At step S1900, finish determination processing.Specifically, judge whether the input of signal of video signal has stopped in image input part 112.When this judged result is that the input of signal of video signal in image input part 112 is when stopping (S1900:YES), judge end-of-encode, then stop a series of encoding process, when the input of signal of video signal in image input part 112 does not stop (S1900:NO), then turn back to step S1000.Just, repeat a series of processing of step S1000～step S1800, stop up to input at image input part 112 signal of video signal.

Below, to the action of image-decoding device 200, just, utilize flow chart shown in Figure 13 to be illustrated to the processing sequence of the bit data stream of image-decoding device 200 with said structure.Flow chart shown in Figure 13 is stored in as control program in the not shown storage device (for example, ROM and flash memory etc.) of image-decoding device 200, is carried out by not shown CPU.

At first, at step S2000, the decoding that each image is begun image-decoding begins to handle.Specifically, at basic layer input part 212, the input of the basic layer of beginning is handled, and at the synthetic input part 222 of extension layer, the input of beginning extension layer is handled.

Then, at step S2100, import the basic layer input of basic layer and handle.Specifically, at basic layer input part 212,, output to basic layer decoder portion 214 to the data flow that per 1 picture takes out basic layer.

At step S2200, the basic layer decoder of the basic layer of decoding is handled.Specifically, in basic layer decoder portion 214,, utilize VLD re-quantization inverse DCT dynamic compensation processing etc. to carry out mpeg decode and handle base layer data stream from 212 inputs of basic layer input part, generate basic layer decoder image, the basic layer decoder image that generates is outputed to image addition portion 230.

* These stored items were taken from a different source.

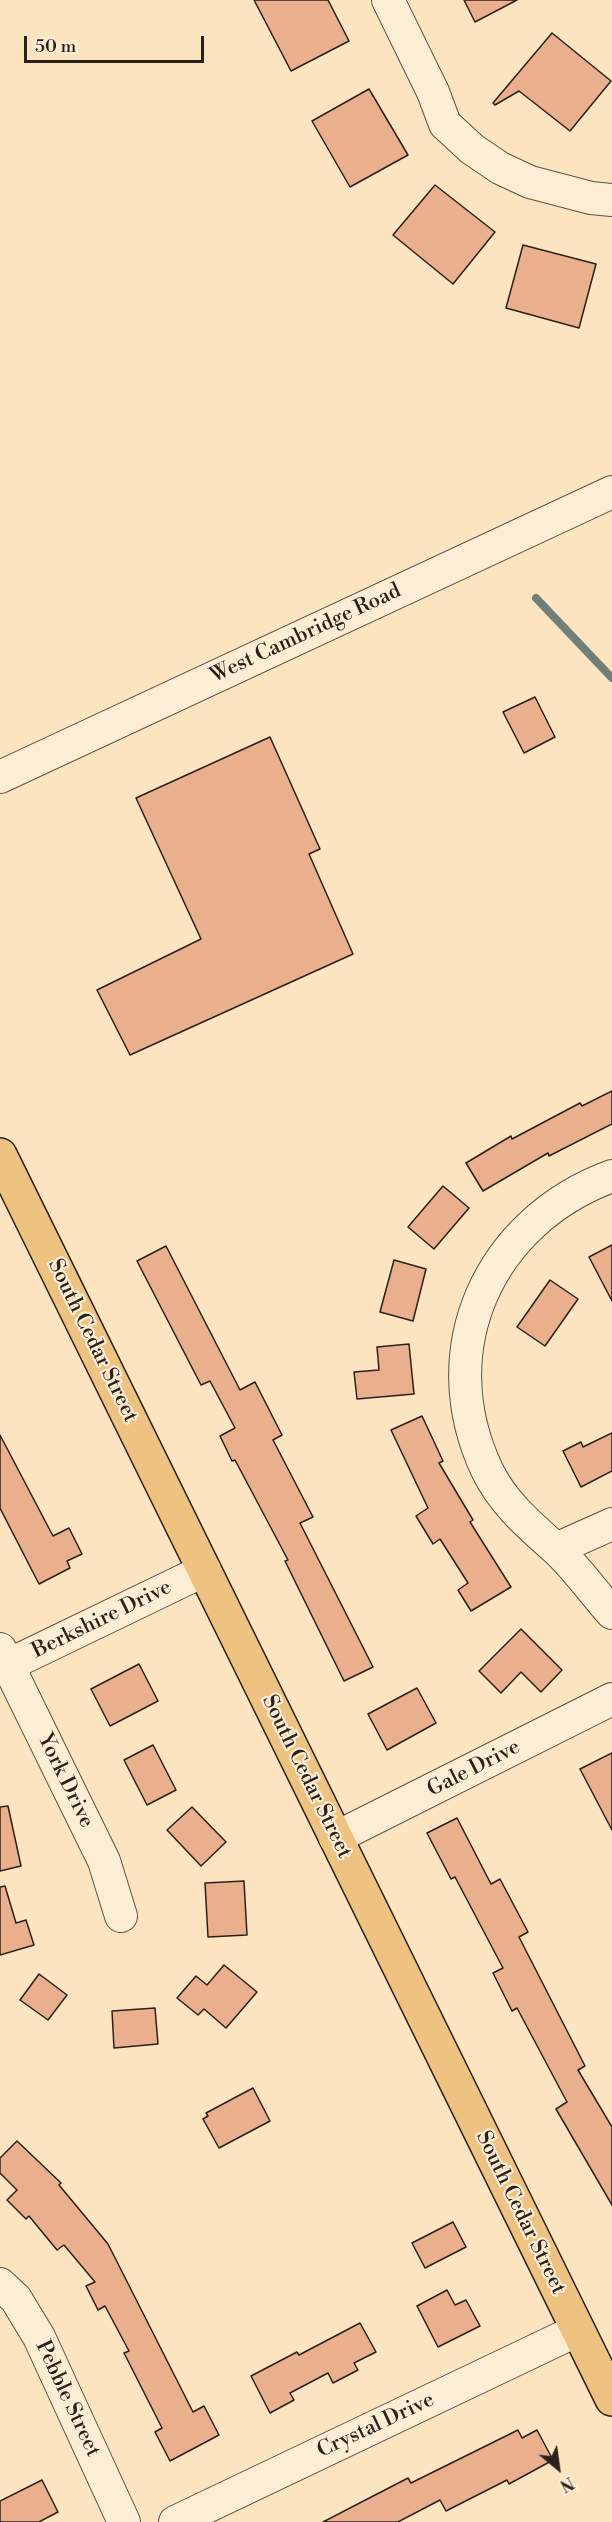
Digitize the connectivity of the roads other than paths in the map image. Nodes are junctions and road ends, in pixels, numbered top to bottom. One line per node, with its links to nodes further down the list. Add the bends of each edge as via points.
1 (388, 0): 2 (street, via 445,124 472,149 530,182)
2 (612, 200)
3 (612, 492): 4 (street, West Cambridge Road)
4 (0, 777)
5 (0, 1155): 9 (main road, South Cedar Street)
6 (612, 1176): 8 (street, via 555,1203 530,1224 501,1258 486,1283 472,1321 465,1361 473,1433 488,1471 507,1502)
7 (612, 1524): 8 (street)
8 (556, 1549): 10 (street)
9 (205, 1570): 11 (street, Berkshire Drive); 13 (main road, South Cedar Street)
10 (612, 1613)
11 (3, 1661): 14 (street, York Drive, via 104,1861)
12 (612, 1699): 13 (street, Gale Drive)
13 (335, 1838): 16 (main road, South Cedar Street)
14 (121, 1916)
15 (0, 2284): 18 (street, Pebble Street, via 16,2299 39,2337)
16 (578, 2330): 17 (main road, South Cedar Street); 19 (street, Crystal Drive)
17 (612, 2399)
18 (124, 2522)
19 (174, 2522)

On the other hand, at step S2300, synthesize and import the synthetic input processing of extension layer of a plurality of extension layers.Specifically, at the synthetic input part 222 of extension layer, the extension layer that will cut apart begins to synthesize 1 from the foremost, the data flow of synthetic extension layer is outputed to bit plane VLD portion 224.The number of the extension layer of cutting apart changes with conditions such as transmission bands.

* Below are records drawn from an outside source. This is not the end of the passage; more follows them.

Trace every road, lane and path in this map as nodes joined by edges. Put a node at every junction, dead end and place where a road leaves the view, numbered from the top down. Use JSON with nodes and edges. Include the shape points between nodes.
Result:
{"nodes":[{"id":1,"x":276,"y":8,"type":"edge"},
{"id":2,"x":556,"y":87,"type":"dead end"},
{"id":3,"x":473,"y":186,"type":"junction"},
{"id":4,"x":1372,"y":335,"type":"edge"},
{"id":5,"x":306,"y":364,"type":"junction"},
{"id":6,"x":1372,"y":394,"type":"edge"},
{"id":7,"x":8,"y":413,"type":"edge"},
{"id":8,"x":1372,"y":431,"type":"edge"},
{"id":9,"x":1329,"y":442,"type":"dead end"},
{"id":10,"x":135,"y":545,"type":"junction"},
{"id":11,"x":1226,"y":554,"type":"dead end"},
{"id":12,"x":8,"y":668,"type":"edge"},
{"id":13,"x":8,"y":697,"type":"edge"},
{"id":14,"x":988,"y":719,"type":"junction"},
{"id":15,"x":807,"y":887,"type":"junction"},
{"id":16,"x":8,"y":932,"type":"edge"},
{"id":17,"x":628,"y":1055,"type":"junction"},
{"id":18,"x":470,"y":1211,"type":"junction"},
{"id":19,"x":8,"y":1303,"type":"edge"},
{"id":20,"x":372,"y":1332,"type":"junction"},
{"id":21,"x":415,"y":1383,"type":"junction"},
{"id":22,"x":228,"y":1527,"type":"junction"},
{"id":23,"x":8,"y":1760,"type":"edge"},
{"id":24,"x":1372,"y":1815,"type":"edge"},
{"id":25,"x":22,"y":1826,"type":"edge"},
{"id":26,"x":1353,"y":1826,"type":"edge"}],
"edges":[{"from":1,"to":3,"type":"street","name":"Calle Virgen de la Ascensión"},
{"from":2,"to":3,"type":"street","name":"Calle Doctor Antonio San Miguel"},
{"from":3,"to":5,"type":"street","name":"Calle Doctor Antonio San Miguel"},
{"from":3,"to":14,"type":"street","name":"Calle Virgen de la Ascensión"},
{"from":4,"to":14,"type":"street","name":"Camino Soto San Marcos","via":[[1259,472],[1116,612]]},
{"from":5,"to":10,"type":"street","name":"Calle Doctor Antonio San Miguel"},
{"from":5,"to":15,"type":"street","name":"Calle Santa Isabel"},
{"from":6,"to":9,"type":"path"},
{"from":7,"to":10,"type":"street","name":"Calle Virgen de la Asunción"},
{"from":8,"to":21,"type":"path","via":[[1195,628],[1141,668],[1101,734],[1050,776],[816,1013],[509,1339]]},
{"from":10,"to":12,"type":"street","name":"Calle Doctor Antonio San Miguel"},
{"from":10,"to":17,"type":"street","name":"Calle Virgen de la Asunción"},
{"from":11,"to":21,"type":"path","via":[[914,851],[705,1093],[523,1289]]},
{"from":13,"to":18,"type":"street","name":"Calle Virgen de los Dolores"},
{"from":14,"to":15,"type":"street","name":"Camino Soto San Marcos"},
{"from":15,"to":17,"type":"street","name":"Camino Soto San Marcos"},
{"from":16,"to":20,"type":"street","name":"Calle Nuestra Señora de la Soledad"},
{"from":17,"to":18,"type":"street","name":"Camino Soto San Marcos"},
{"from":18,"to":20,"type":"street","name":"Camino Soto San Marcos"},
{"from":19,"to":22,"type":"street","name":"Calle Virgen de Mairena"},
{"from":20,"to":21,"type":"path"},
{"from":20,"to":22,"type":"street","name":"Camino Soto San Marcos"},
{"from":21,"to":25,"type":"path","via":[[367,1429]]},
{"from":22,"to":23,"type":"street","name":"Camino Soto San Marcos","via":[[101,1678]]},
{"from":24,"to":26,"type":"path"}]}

At step S2400, carry out each bit plane is carried out the bit plane VLD processing that VLD handles.Specifically,, the bit data stream that synthesizes the extension layer of input part 222 inputs from extension layer is carried out variable-length decoding (VLD) handle, calculate picture all DCT coefficient and stage and move figure, will calculate the result and output to a moving part 226 in bit plane VLD portion 224.

At step S2500, the DCT coefficient behind the VLD is carried out the moving processing of the moving displacement of displacement.Specifically, moving part 226 on the throne to the DCT coefficient from bit plane VLD portion 224 input, moves the movement value shown in the figure according to the stage, and the displacement of each macro block being carried out downward level direction is moving, and the DCT coefficient with displacement after moving outputs to inverse DCT portion 228.

At step S2600, carry out inverse DCT and handle.Specifically,, handle, generate the decoded picture of expansion stage, the extension layer decoded picture that generates is outputed to image addition portion 230 implementing inverse DCT from the DCT coefficient of position moving part 226 inputs in inverse DCT portion 228.

At step S2700, carry out the image addition of the decoded picture addition of the decoded picture of basic layer and extension layer is handled.Specifically, in image addition portion 230, each pixel will be generated and reconstruct image from the decoded picture of the basic layer of basic layer decoder portion 214 inputs with from the decoded picture addition of the extension layer of inverse DCT portion 228 inputs, the image that reconstructs that generates is outputed to and reconstructs image efferent 232.Reconstructing image efferent 232, will output to the outside from the image that reconstructs of image addition portion 230 inputs.

At step S2800, finish determination processing.Specifically, judge whether the data flow input at basic layer input part 212 basic layers has stopped.When this judged result is when the data flow input of basic layer input part 212 basic layers stops (S2800:YES), judge that then decoding finishes, stop a series of decoding processing, when the data flow input at basic layer input part 212 basic layers does not stop (S2800:NO), then turn back to step S2000.Just, repeat a series of processing of step S2000～step S2700, stop up to data flow input at basic layer input part 212 basic layers.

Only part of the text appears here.